By-expanse: Dividing an index set into subsets, as in a hierarchical data structure, by partitioning the indexes according to a prearranged series of subexpanses, also referred to in some literature as "a priori" storage. A digital tree is a by-expanse tree. In practical terms by-expanse storage means subdividing evenly, and with the same fanout at each level, in fact using whole numbers of bits (2^N fanout at each branch node). Judy divides index sets by-expanse with a very wide digit sizeof 8 bits (256 fanout). By-expanse trees are by nature unbalanced, but can also have predictable depth for fixed-size keys.

By-population: Dividing an index set into subsets, as in a hierarchical data structure, by partitioning the indexes according to which indexes are present. A binary storage tree is a by-population tree. The partitioning rules are prearranged as is true for by-expanse storage, but tend to be more about tree balancing than about locality of modifications, meaning the partitioning ofany newly inserted indexes depends more on the index set already stored than about the value of the new index itself.

Cache fill: See CPU Cache Fill.

Cache line: See CPU Cache Line.

Cascade: During insertion of an index, this is when a leaf data structure overflows and more nodes must be added to a tree (or in some cases the leaf's indexes can be compressed into a lower-level leaf under a narrow pointer). A decascade (coalesce) is when the opposite occurs during an index deletion. Cascading results from changing an index set into one of its adjacents -- in the Judy context, by inserting or deleting one index.

Compressed branch: A linear or bitmap branch.

Compressed leaf: A bitmap leaf; also used to refer to index compression in lower-level leaves, where in the already-decoded (at higher levels) leading digits are not present.

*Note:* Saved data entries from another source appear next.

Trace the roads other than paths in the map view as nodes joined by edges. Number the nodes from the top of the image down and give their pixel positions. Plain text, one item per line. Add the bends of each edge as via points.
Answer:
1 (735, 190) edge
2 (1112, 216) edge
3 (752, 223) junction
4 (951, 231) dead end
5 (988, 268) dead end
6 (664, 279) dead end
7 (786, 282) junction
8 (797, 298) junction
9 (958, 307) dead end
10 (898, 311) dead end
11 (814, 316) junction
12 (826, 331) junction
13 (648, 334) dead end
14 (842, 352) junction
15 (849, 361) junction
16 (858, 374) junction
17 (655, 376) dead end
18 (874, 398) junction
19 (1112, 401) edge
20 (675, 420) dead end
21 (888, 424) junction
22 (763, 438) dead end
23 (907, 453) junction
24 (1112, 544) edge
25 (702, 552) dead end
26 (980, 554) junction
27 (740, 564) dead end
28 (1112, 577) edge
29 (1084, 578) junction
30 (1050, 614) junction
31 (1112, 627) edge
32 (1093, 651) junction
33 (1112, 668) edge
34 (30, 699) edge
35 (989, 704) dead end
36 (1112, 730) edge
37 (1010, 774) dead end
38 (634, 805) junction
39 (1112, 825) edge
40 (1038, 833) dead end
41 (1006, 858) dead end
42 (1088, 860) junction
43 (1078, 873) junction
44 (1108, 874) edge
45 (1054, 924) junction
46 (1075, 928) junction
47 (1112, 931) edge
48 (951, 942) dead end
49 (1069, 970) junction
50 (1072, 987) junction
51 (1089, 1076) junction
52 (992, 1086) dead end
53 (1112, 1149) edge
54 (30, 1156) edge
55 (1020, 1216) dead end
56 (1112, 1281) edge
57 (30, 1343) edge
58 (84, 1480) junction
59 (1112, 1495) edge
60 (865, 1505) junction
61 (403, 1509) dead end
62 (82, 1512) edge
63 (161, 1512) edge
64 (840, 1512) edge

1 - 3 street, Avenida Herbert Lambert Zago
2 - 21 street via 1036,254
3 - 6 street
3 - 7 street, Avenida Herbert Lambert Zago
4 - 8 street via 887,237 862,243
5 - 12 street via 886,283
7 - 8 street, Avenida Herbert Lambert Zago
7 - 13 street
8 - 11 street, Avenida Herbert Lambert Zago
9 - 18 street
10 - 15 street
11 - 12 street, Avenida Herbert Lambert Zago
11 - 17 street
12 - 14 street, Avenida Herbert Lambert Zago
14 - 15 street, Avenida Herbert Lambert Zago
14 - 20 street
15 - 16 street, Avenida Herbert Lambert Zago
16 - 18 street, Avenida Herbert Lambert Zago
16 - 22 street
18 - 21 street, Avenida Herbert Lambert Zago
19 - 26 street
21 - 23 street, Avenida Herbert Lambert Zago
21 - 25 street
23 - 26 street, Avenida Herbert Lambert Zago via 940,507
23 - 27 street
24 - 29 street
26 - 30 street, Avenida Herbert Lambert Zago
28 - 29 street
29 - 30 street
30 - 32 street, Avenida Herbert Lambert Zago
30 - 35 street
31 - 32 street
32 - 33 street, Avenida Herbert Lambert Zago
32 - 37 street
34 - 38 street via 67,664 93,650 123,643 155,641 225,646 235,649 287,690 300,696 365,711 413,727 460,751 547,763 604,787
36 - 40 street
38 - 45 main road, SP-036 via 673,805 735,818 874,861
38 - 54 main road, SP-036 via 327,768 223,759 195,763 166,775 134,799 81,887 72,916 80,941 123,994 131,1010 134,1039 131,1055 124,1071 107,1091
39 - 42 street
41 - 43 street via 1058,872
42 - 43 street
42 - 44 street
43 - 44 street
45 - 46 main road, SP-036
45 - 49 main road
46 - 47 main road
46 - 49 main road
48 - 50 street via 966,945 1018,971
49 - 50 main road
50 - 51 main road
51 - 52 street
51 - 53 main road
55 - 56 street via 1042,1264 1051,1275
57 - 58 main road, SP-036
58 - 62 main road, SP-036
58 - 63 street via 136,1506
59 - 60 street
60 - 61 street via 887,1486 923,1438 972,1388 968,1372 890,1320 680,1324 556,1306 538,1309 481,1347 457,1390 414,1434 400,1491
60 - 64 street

Counting tree: A tree where each branch node records the number of indexes stored under it, or equivalently, as in Judy1 and JudyL, where each pointer in the branch node has associated a count of the indexes stored under or in the branch or leaf pointed at by the pointer. These counts can be used to rapidly determine the number of valid indexes in any range or expanse, that is, between any pair of indexes. They are also useful internally when inserting, deleting, or searching for previous or next indexes. Alternatively, each node or pointer could have associated a count which is a total of the application's values associated with each index in its index set. This can be useful in certain applications for determining index value density instead of index density. Note: Wider digital branches, even if otherwise efficient (meaning few null pointers), cause more work, and possibly more cache fills, while gathering counts, since every pointer in the wide branch must be visited.

Cache fill (cache line fill): Needing to go to main memory (RAM), as the result of a cache miss, for one or more bytes not currently in any cache line; results in filling a cacheline; takes 30-150 times longer than a cache hit. Note that sometimes a cache fill results in a disk (buffer) cache miss and fill (swap in), by reading from mass storage, which is even more expensive. In this document, "cache" refers to CPU cache lines and does not even consider diskcache.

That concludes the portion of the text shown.